┌────────
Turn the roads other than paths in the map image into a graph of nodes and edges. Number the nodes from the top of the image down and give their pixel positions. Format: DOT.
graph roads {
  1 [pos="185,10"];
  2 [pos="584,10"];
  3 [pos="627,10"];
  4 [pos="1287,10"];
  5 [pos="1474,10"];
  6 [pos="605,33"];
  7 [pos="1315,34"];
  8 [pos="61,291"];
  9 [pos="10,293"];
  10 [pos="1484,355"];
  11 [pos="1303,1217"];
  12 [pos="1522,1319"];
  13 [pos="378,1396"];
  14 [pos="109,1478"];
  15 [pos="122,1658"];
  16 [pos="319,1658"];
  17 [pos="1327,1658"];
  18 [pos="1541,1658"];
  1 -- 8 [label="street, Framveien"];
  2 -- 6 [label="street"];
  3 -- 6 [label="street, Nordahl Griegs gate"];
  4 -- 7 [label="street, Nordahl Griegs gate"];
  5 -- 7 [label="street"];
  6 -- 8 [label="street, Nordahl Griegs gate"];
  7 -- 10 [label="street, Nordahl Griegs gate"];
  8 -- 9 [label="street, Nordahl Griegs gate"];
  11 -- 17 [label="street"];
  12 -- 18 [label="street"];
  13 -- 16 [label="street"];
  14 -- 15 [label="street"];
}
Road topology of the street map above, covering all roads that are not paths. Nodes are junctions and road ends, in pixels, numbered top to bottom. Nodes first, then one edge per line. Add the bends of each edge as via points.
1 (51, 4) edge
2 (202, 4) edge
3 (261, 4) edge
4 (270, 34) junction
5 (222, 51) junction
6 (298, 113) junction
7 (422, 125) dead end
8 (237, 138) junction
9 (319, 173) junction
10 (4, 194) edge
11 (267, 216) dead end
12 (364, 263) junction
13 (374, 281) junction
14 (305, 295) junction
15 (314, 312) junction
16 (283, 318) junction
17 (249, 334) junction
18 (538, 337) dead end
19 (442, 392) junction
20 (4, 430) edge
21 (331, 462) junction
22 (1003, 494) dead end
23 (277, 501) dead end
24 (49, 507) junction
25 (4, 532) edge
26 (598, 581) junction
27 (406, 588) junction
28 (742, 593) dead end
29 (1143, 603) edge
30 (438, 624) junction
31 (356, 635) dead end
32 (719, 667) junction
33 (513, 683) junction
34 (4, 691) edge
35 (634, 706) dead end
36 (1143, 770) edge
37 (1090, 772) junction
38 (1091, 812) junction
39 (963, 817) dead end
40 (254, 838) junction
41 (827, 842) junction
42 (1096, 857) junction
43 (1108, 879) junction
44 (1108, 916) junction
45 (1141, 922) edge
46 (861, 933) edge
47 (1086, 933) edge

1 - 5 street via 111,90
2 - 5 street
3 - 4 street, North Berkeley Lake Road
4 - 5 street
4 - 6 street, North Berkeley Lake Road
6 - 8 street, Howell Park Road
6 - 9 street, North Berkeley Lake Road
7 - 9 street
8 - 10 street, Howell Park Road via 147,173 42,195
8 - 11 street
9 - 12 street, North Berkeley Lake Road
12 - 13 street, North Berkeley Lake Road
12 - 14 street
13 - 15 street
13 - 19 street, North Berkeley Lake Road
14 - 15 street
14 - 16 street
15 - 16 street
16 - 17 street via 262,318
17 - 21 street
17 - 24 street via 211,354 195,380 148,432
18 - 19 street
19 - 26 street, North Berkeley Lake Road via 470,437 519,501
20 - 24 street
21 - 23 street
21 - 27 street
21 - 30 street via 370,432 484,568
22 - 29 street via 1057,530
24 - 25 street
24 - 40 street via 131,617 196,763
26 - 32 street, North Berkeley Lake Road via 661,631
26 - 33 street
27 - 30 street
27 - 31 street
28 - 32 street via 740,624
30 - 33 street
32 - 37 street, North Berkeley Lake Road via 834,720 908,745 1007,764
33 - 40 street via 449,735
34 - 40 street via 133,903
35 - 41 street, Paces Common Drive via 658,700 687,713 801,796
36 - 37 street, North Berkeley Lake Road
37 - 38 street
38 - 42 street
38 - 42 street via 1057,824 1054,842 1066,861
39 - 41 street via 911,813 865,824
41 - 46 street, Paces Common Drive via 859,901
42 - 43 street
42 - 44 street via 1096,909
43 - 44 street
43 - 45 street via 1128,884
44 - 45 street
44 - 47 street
└────────
# THE TASK:
Collect every line above that contains the word "Lake".

# ANSWER SECTION:
3 - 4 street, North Berkeley Lake Road
4 - 6 street, North Berkeley Lake Road
6 - 9 street, North Berkeley Lake Road
9 - 12 street, North Berkeley Lake Road
12 - 13 street, North Berkeley Lake Road
13 - 19 street, North Berkeley Lake Road
19 - 26 street, North Berkeley Lake Road via 470,437 519,501
26 - 32 street, North Berkeley Lake Road via 661,631
32 - 37 street, North Berkeley Lake Road via 834,720 908,745 1007,764
36 - 37 street, North Berkeley Lake Road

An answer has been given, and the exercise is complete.